És tu!

És tu!

Exatamente a meio daquela elipse o desenhador chefe quebrou o bico do lápis e o alcance máximo que a curva podia alcançar. Tinhas chegado!

Por causa disso a próxima era astrológica estava irremediavelmente comprometida.

Mesmo que esse acidente de calendário pouco significasse para o balanço do universo, ele já tinha mudado para sempre as nossas vidas.

Anunciaste a tua chegada como uma nova precessão, como um rearranjo cósmico desenhado por um Deus inquieto.

És tu!

Debruçado na sua esteira o arquiteto não conseguia tirar os olhos do quadrante onde aquele carbono estalou, não era todos os dias que o início do mundo se podia observar.

Vestias de branco no dia em que tive a certeza, era uma tarde junina e sentia-me abençoado apenas pela tua presença. Nem todo os mirtilos do mundo valiam um segundo do teu olhar.

Não! Eu sou bastante calmo, serenamente calmo, mesmo e sempre o fui; porque me supões equivocado?

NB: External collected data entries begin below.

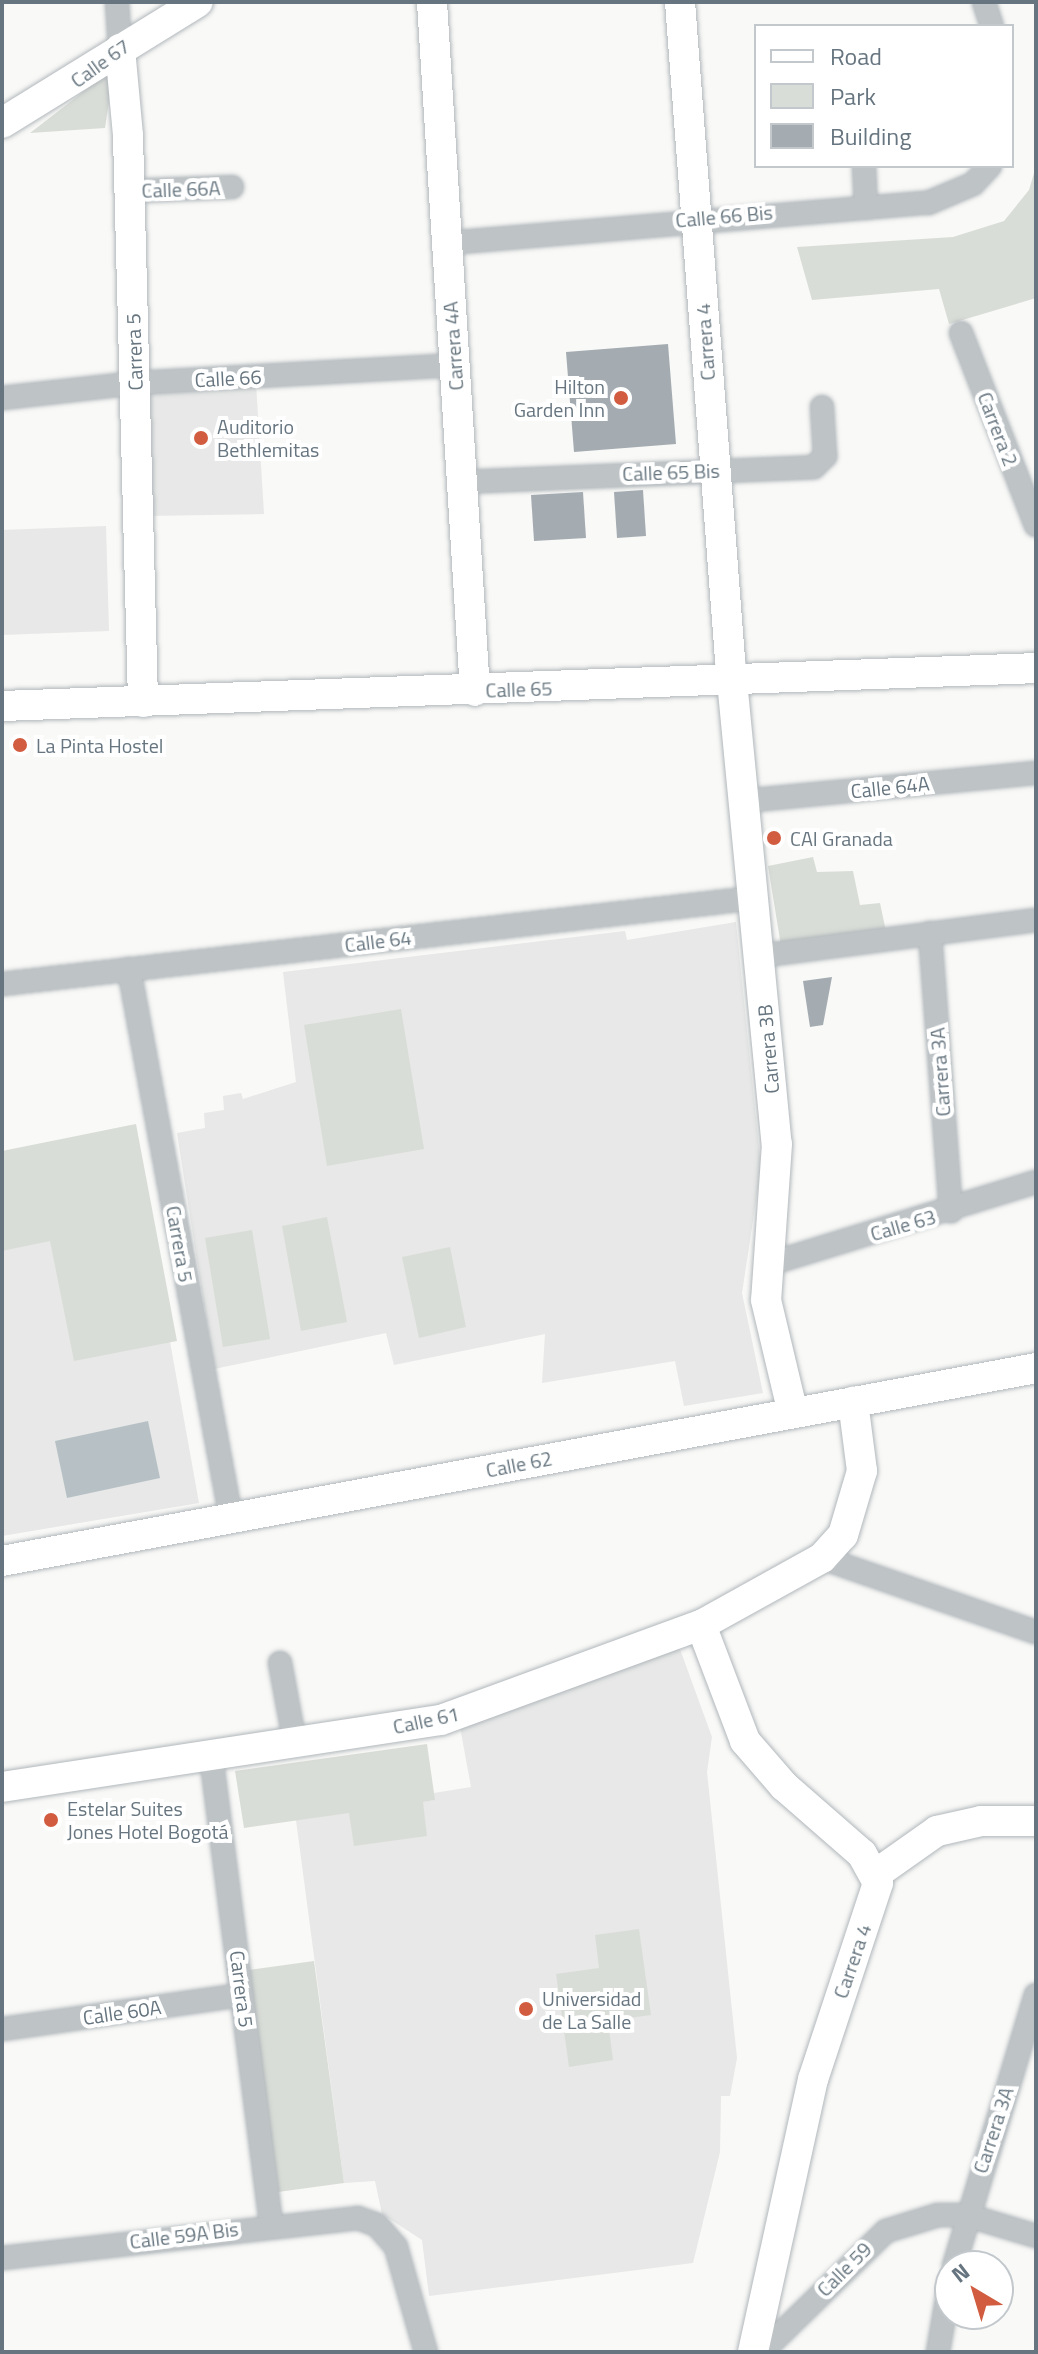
<!DOCTYPE html>
<html>
<head>
<meta charset="utf-8">
<style>
	body { margin:0 }
	#map { position:relative; width:1038px; height:2354px; overflow:hidden; background:#f9f9f7; font-family:"Titillium Web",sans-serif }
	div>[style] { position:absolute }
	.built>* { inset:0; background:#e7e8e7 }
	.green>* { inset:0; background:#d9ddd7 }
	.water>* { inset:0; background:#b7c1c5 }
	.building>* { inset:0; background:#a4acb2 }
	.roads { filter:drop-shadow(0 0 2px #b1b7bb) drop-shadow(0 0 2px #b1b7bb) }
	.street>* { height:22px; margin:-11px; padding:0 11px; transform-origin:11px; border-radius:11px; background:#bec3c6 }
	.secondary>* { height:30px; margin:-15px; padding:0 15px; transform-origin:15px; border-radius:15px; background:#fff }
	.dots>* { width:22px; height:22px; translate:-50% -50%; box-sizing:border-box; border:4px solid #fff; border-radius:50% }
	span { translate:-50% -50%; white-space:nowrap; text-align:center; line-height:1.15; -webkit-text-stroke:8px #fff; paint-order:stroke }
	.street-label { font-size:20px; color:#66757f }
	.poi-label { font-size:20px; color:#66757f }
	.right { translate:-100% -50%; text-align:right }
	.left { translate:0 -50%; text-align:left }
	.frame { position:absolute; inset:0; border:4px solid #66757f; pointer-events:none }
	.legend { position:absolute; left:754px; top:24px; width:260px; height:144px; box-sizing:border-box; background:#fff; border:2px solid #c2c8cc; margin:0; padding:10px 14px; list-style:none; font-size:24px; color:#66757f }
	.legend li { display:flex; align-items:center; gap:16px; height:40px }
	.legend b { width:40px; border:2px solid #c2c8cc }
	.north { position:absolute; left:934px; top:2250px; width:80px; height:80px; box-sizing:border-box; background:#fff; border:2px solid #c2c8cc; border-radius:50%; rotate:322deg; font-size:22px; font-weight:700; line-height:32px; text-align:center; color:#66757f }
	.north::after { content:''; display:block; margin:auto; width:28px; height:36px; background:#d15c3f; clip-path:polygon(50% 0,100% 100%,50% 72%,0 100%) }
</style>
</head>
<body>
<div id="map">
	<div class="built">
		<div style="clip-path:polygon(256px 384px,264px 514px,145px 516px,141px 389px)"></div>
		<div style="clip-path:polygon(106px 526px,109px 631px,2px 635px,2px 530px)"></div>
		<div style="clip-path:polygon(736px 922px,761px 1168px,742px 1293px,763px 1393px,684px 1406px,675px 1361px,542px 1383px,545px 1334px,394px 1365px,386px 1333px,214px 1369px,177px 1133px,205px 1128px,204px 1113px,224px 1110px,223px 1096px,241px 1093px,243px 1099px,296px 1082px,283px 972px,625px 931px,627px 940px)"></div>
		<div style="clip-path:polygon(131px 1125px,199px 1503px,2px 1536px,2px 1153px)"></div>
		<div style="clip-path:polygon(677px 1641px,712px 1737px,707px 1772px,737px 2058px,730px 2096px,721px 2096px,720px 2152px,693px 2263px,429px 2296px,422px 2240px,382px 2214px,375px 2181px,344px 2183px,296px 1820px,434px 1800px,434px 1793px,471px 1787px,460px 1727px)"></div>
	</div>
	<div class="green">
		<div style="clip-path:polygon(114px 68px,105px 128px,30px 133px)"></div>
		<div style="clip-path:polygon(1034px 173px,1036px 298px,949px 324px,939px 289px,812px 300px,797px 247px,953px 237px,1004px 221px,1029px 190px)"></div>
		<div style="clip-path:polygon(813px 857px,817px 872px,853px 871px,860px 905px,880px 903px,887px 936px,781px 946px,768px 866px)"></div>
		<div style="clip-path:polygon(401px 1009px,424px 1149px,327px 1166px,304px 1025px)"></div>
		<div style="clip-path:polygon(136px 1124px,177px 1341px,74px 1361px,50px 1241px,2px 1251px,2px 1151px)"></div>
		<div style="clip-path:polygon(327px 1217px,347px 1322px,301px 1331px,282px 1226px)"></div>
		<div style="clip-path:polygon(252px 1230px,270px 1339px,223px 1347px,205px 1238px)"></div>
		<div style="clip-path:polygon(450px 1247px,466px 1327px,419px 1338px,402px 1257px)"></div>
		<div style="clip-path:polygon(427px 1744px,435px 1800px,423px 1802px,427px 1836px,354px 1846px,349px 1813px,244px 1828px,235px 1771px)"></div>
		<div style="clip-path:polygon(639px 1929px,651px 2015px,608px 2021px,613px 2060px,569px 2067px,556px 1974px,599px 1968px,595px 1935px)"></div>
		<div style="clip-path:polygon(314px 1961px,344px 2183px,278px 2192px,249px 1970px)"></div>
	</div>
	<div class="water">
		<div style="clip-path:polygon(148px 1421px,160px 1478px,67px 1498px,55px 1441px)"></div>
	</div>
	<div class="building">
		<div style="clip-path:polygon(668px 344px,676px 444px,574px 452px,566px 352px)"></div>
		<div style="clip-path:polygon(643px 490px,646px 536px,617px 538px,614px 492px)"></div>
		<div style="clip-path:polygon(583px 492px,586px 538px,534px 541px,531px 495px)"></div>
		<div style="clip-path:polygon(832px 977px,823px 1025px,810px 1027px,803px 981px)"></div>
	</div>
	<div class="roads">
		<div class="street">
			<div style="left:117px;top:2px;width:47px;rotate:86.3deg"></div>
			<div style="left:984px;top:2px;width:25px;rotate:72deg"></div>
			<div style="left:864px;top:166px;width:42px;rotate:87.3deg"></div>
			<div style="left:129px;top:191px;width:103px;rotate:-2.2deg"></div>
			<div style="left:447px;top:243px;width:483px;rotate:-4.8deg"></div>
			<div style="left:928px;top:203px;width:49px;rotate:-22.9deg"></div>
			<div style="left:973px;top:184px;width:25px;rotate:-47deg"></div>
			<div style="left:961px;top:333px;width:206px;rotate:68.7deg"></div>
			<div style="left:2px;top:398px;width:134px;rotate:-6.4deg"></div>
			<div style="left:135px;top:383px;width:320px;rotate:-3.2deg"></div>
			<div style="left:462px;top:482px;width:352px;rotate:-2.4deg"></div>
			<div style="left:814px;top:467px;width:16px;rotate:-45deg"></div>
			<div style="left:825px;top:456px;width:49px;rotate:-93.5deg"></div>
			<div style="left:744px;top:801px;width:293px;rotate:-5.5deg"></div>
			<div style="left:930px;top:933px;width:279px;rotate:85.7deg"></div>
			<div style="left:759px;top:956px;width:279px;rotate:-7.4deg"></div>
			<div style="left:129px;top:969px;width:558px;rotate:79.47deg"></div>
			<div style="left:2px;top:984px;width:757px;rotate:-6.52deg"></div>
			<div style="left:769px;top:1264px;width:279px;rotate:-17.1deg"></div>
			<div style="left:822px;top:1558px;width:226px;rotate:19.1deg"></div>
			<div style="left:280px;top:1663px;width:81px;rotate:79.4deg"></div>
			<div style="left:211px;top:1755px;width:473px;rotate:82.7deg"></div>
			<div style="left:2px;top:2029px;width:242px;rotate:-8.1deg"></div>
			<div style="left:2px;top:2258px;width:358px;rotate:-6.4deg"></div>
			<div style="left:358px;top:2218px;width:20px;rotate:20deg"></div>
			<div style="left:377px;top:2225px;width:29px;rotate:49deg"></div>
			<div style="left:396px;top:2247px;width:109px;rotate:74.1deg"></div>
			<div style="left:954px;top:2266px;width:283px;rotate:-73.2deg"></div>
			<div style="left:762px;top:2352px;width:173px;rotate:-44.3deg"></div>
			<div style="left:886px;top:2231px;width:54px;rotate:-17.1deg"></div>
			<div style="left:938px;top:2215px;width:28px"></div>
			<div style="left:966px;top:2215px;width:73px;rotate:16.7deg"></div>
			<div style="left:938px;top:2352px;width:71px;rotate:-80.3deg"></div>
		</div>
		<div class="secondary">
			<div style="left:432px;top:2px;width:690px;rotate:86.43deg"></div>
			<div style="left:680px;top:2px;width:660px;rotate:85.65deg"></div>
			<div style="left:730px;top:660px;width:486px;rotate:84.5deg"></div>
			<div style="left:777px;top:1144px;width:156px;rotate:94deg"></div>
			<div style="left:766px;top:1300px;width:116px;rotate:76.6deg"></div>
			<div style="left:120px;top:49px;width:87px;rotate:84.7deg"></div>
			<div style="left:128px;top:136px;width:566px;rotate:88.48deg"></div>
			<div style="left:2px;top:123px;width:230px;rotate:-31.7deg"></div>
			<div style="left:2px;top:706px;width:1035px;rotate:-2.1deg"></div>
			<div style="left:2px;top:1561px;width:1052px;rotate:-10.57deg"></div>
			<div style="left:701px;top:1625px;width:124px;rotate:69.2deg"></div>
			<div style="left:745px;top:1741px;width:60px;rotate:49.1deg"></div>
			<div style="left:784px;top:1786px;width:103px;rotate:41.1deg"></div>
			<div style="left:862px;top:1854px;width:33px;rotate:61deg"></div>
			<div style="left:878px;top:1883px;width:206px;rotate:108.3deg"></div>
			<div style="left:813px;top:2079px;width:280px;rotate:102.4deg"></div>
			<div style="left:2px;top:1787px;width:444px;rotate:-8.7deg"></div>
			<div style="left:441px;top:1720px;width:277px;rotate:-20.1deg"></div>
			<div style="left:701px;top:1625px;width:138px;rotate:-29deg"></div>
			<div style="left:822px;top:1558px;width:31px;rotate:-48deg"></div>
			<div style="left:843px;top:1535px;width:67px;rotate:-73.5deg"></div>
			<div style="left:862px;top:1471px;width:70px;rotate:-97.4deg"></div>
			<div style="left:876px;top:1874px;width:75px;rotate:-35.2deg"></div>
			<div style="left:937px;top:1831px;width:45px;rotate:-12.8deg"></div>
			<div style="left:981px;top:1821px;width:55px"></div>
		</div>
	</div>
	<div class="dots">
		<div style="left:621px;top:398px;background:#d15c3f"></div>
		<div style="left:201px;top:438px;background:#d15c3f"></div>
		<div style="left:20px;top:745px;background:#d15c3f"></div>
		<div style="left:774px;top:838px;background:#d15c3f"></div>
		<div style="left:51px;top:1820px;background:#d15c3f"></div>
		<div style="left:526px;top:2009px;background:#d15c3f"></div>
	</div>
	<div class="street-label">
		<span style="left:100px;top:63px;rotate:-36deg">Calle 67</span>
		<span style="left:181px;top:189px;rotate:-2deg">Calle 66A</span>
		<span style="left:724px;top:216px;rotate:-5deg">Calle 66 Bis</span>
		<span style="left:705px;top:342px;rotate:-94deg">Carrera 4</span>
		<span style="left:453px;top:346px;rotate:-94deg">Carrera 4A</span>
		<span style="left:134px;top:352px;rotate:-92deg">Carrera 5</span>
		<span style="left:228px;top:378px;rotate:-3deg">Calle 66</span>
		<span style="left:998px;top:429px;rotate:69deg">Carrera 2</span>
		<span style="left:671px;top:472px;rotate:-2deg">Calle 65 Bis</span>
		<span style="left:519px;top:689px;rotate:-2deg">Calle 65</span>
		<span style="left:890px;top:787px;rotate:-6deg">Calle 64A</span>
		<span style="left:378px;top:941px;rotate:-7deg">Calle 64</span>
		<span style="left:768px;top:1049px;rotate:-95deg">Carrera 3B</span>
		<span style="left:940px;top:1072px;rotate:-94deg">Carrera 3A</span>
		<span style="left:903px;top:1225px;rotate:-16deg">Calle 63</span>
		<span style="left:180px;top:1244px;rotate:80deg">Carrera 5</span>
		<span style="left:519px;top:1464px;rotate:-11deg">Calle 62</span>
		<span style="left:426px;top:1720px;rotate:-12deg">Calle 61</span>
		<span style="left:852px;top:1961px;rotate:-71deg">Carrera 4</span>
		<span style="left:242px;top:1989px;rotate:83deg">Carrera 5</span>
		<span style="left:122px;top:2012px;rotate:-8deg">Calle 60A</span>
		<span style="left:993px;top:2130px;rotate:-72deg">Carrera 3A</span>
		<span style="left:184px;top:2235px;rotate:-7deg">Calle 59A Bis</span>
		<span style="left:844px;top:2269px;rotate:-45deg">Calle 59</span>
	</div>
	<div class="poi-label">
		<span class="right" style="left:605px;top:398px">Hilton<br>Garden Inn</span>
		<span class="left" style="left:217px;top:438px">Auditorio<br>Bethlemitas</span>
		<span class="left" style="left:36px;top:745px">La Pinta Hostel</span>
		<span class="left" style="left:790px;top:838px">CAI Granada</span>
		<span class="left" style="left:67px;top:1820px">Estelar Suites<br>Jones Hotel Bogotá</span>
		<span class="left" style="left:542px;top:2010px">Universidad<br>de La Salle</span>
	</div>
	<div class="frame"></div>
	<ul class="legend">
	<li><b style="height:10px;background:#fff"></b>Road</li>
	<li><b style="height:22px;background:#d9ddd7"></b>Park</li>
	<li><b style="height:22px;background:#a4acb2"></b>Building</li>
	</ul>
	<div class="north">N</div>
</div>
</body>
</html>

A vida tornou mais redondos os meus sentidos  apenas os melhorou, os suavizou. Mais do que os outros, tenho um olfato suavíssimo. Sinto admiravelmente todos os aromas produzidos no céu e na terra. Tenho cheirado até muitas coisas do paraíso.

Como posso, pois, não ser teu? Atenção! Repara bem… Com que inaudita demência, com que firmeza de corpo vamos viver toda esta história?

Ser-me-ia muito simples dizer-te como primitivamente a ideia entrou no meu cérebro; talvez por essas molares diluições pelas quais o sentido do mundo resvala pelos meus pulmões adentro emprenhando o ar; mas uma vez concebida, ela nunca mais me abandonou, dia e noite e noite e dia e todas as suas correspondentes madrugadas.

Sem fim algum foi esta paixão natural e certeira. Eu estimava deveras o casal que me imprimiu nas páginas do catálogo eles nunca me fizeram o menor mal aliás sempre se dispuseram, até mais ele, a louvar a minha serena criatividade e nunca invejaram o meu dinheiro. Queriam só ajudar-me, mesmo sem saberem que eu nunca me permitiria viver uma outra solidão.

Creio que foi o meu nariz! Sim foi isso, decerto! Um dos meus dons era como o do elefante de pele dura mas olfato detalhado que se diria ser ele o próprio nervo, recoberto por uma finíssima película cristalina. Dimensão que filtra o ar e embriaga. És tu!

Cada vez que o teu cheiro me atinge, sinto-o velar-me o sangue; e assim, lentamente por palavras  muito intimamente, introduzir- se na minha mente esta ideia de arrancar tempo à sorte dos teus dias, para, dessa forma, poder sentir para sempre o teu perfume.

José Manuel Diogo

Meio palimpsesto raspado sobre “O CORAÇÃO DELATOR” de Edgar A. Poe.